▸ **Extracted records**

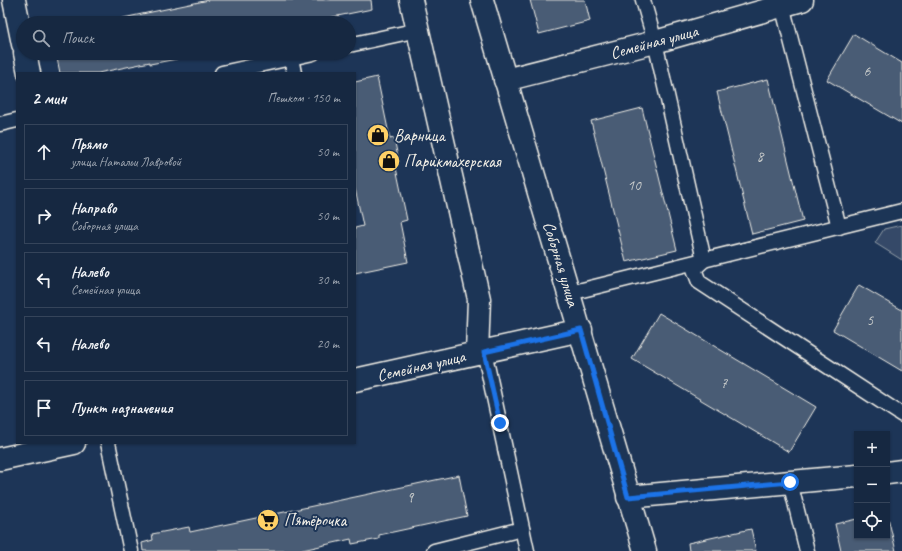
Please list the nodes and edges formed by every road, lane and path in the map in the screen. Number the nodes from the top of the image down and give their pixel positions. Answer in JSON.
{"nodes":[{"id":1,"x":14,"y":0,"type":"edge"},
{"id":2,"x":411,"y":0,"type":"edge"},
{"id":3,"x":482,"y":0,"type":"edge"},
{"id":4,"x":644,"y":0,"type":"edge"},
{"id":5,"x":792,"y":3,"type":"edge"},
{"id":6,"x":17,"y":16,"type":"edge"},
{"id":7,"x":418,"y":30,"type":"junction"},
{"id":8,"x":655,"y":42,"type":"junction"},
{"id":9,"x":356,"y":43,"type":"edge"},
{"id":10,"x":26,"y":60,"type":"edge"},
{"id":11,"x":281,"y":60,"type":"edge"},
{"id":12,"x":291,"y":60,"type":"edge"},
{"id":13,"x":29,"y":72,"type":"edge"},
{"id":14,"x":227,"y":72,"type":"edge"},
{"id":15,"x":294,"y":72,"type":"edge"},
{"id":16,"x":505,"y":80,"type":"junction"},
{"id":17,"x":16,"y":120,"type":"edge"},
{"id":18,"x":0,"y":124,"type":"edge"},
{"id":19,"x":902,"y":211,"type":"edge"},
{"id":20,"x":839,"y":227,"type":"junction"},
{"id":21,"x":704,"y":260,"type":"junction"},
{"id":22,"x":570,"y":293,"type":"junction"},
{"id":23,"x":581,"y":330,"type":"junction"},
{"id":24,"x":481,"y":352,"type":"junction"},
{"id":25,"x":356,"y":380,"type":"edge"},
{"id":26,"x":902,"y":415,"type":"edge"},
{"id":27,"x":69,"y":444,"type":"edge"},
{"id":28,"x":108,"y":444,"type":"edge"},
{"id":29,"x":0,"y":459,"type":"edge"},
{"id":30,"x":902,"y":471,"type":"edge"},
{"id":31,"x":890,"y":473,"type":"edge"},
{"id":32,"x":854,"y":476,"type":"edge"},
{"id":33,"x":790,"y":482,"type":"junction"},
{"id":34,"x":628,"y":497,"type":"junction"},
{"id":35,"x":522,"y":529,"type":"junction"},
{"id":36,"x":131,"y":551,"type":"edge"},
{"id":37,"x":434,"y":551,"type":"edge"},
{"id":38,"x":527,"y":551,"type":"edge"},
{"id":39,"x":645,"y":551,"type":"edge"},
{"id":40,"x":807,"y":551,"type":"edge"}],
"edges":[{"from":1,"to":6,"type":"street"},
{"from":2,"to":7,"type":"street"},
{"from":3,"to":16,"type":"street","name":"Соборная улица"},
{"from":4,"to":8,"type":"lane"},
{"from":5,"to":8,"type":"street","name":"Семейная улица"},
{"from":5,"to":20,"type":"lane"},
{"from":7,"to":9,"type":"lane"},
{"from":7,"to":24,"type":"street"},
{"from":8,"to":16,"type":"street","name":"Семейная улица"},
{"from":8,"to":21,"type":"lane"},
{"from":10,"to":13,"type":"street"},
{"from":11,"to":14,"type":"lane"},
{"from":12,"to":15,"type":"lane"},
{"from":16,"to":22,"type":"street","name":"Соборная улица"},
{"from":17,"to":18,"type":"lane"},
{"from":19,"to":20,"type":"lane"},
{"from":20,"to":21,"type":"lane"},
{"from":21,"to":22,"type":"lane"},
{"from":21,"to":26,"type":"lane"},
{"from":22,"to":23,"type":"street","name":"Соборная улица"},
{"from":23,"to":24,"type":"street","name":"Семейная улица"},
{"from":23,"to":34,"type":"street","name":"Соборная улица"},
{"from":24,"to":25,"type":"street","name":"Семейная улица"},
{"from":24,"to":35,"type":"lane"},
{"from":27,"to":29,"type":"street"},
{"from":28,"to":36,"type":"lane"},
{"from":30,"to":31,"type":"street"},
{"from":32,"to":33,"type":"street"},
{"from":33,"to":34,"type":"street"},
{"from":33,"to":40,"type":"lane"},
{"from":34,"to":39,"type":"street","name":"Соборная улица"},
{"from":35,"to":37,"type":"lane"},
{"from":35,"to":38,"type":"lane"}]}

▸ **Directions**
Check the entries above line by line and return each one containing the word "junction".

▸ **Task result**
{"id":7,"x":418,"y":30,"type":"junction"},
{"id":8,"x":655,"y":42,"type":"junction"},
{"id":16,"x":505,"y":80,"type":"junction"},
{"id":20,"x":839,"y":227,"type":"junction"},
{"id":21,"x":704,"y":260,"type":"junction"},
{"id":22,"x":570,"y":293,"type":"junction"},
{"id":23,"x":581,"y":330,"type":"junction"},
{"id":24,"x":481,"y":352,"type":"junction"},
{"id":33,"x":790,"y":482,"type":"junction"},
{"id":34,"x":628,"y":497,"type":"junction"},
{"id":35,"x":522,"y":529,"type":"junction"},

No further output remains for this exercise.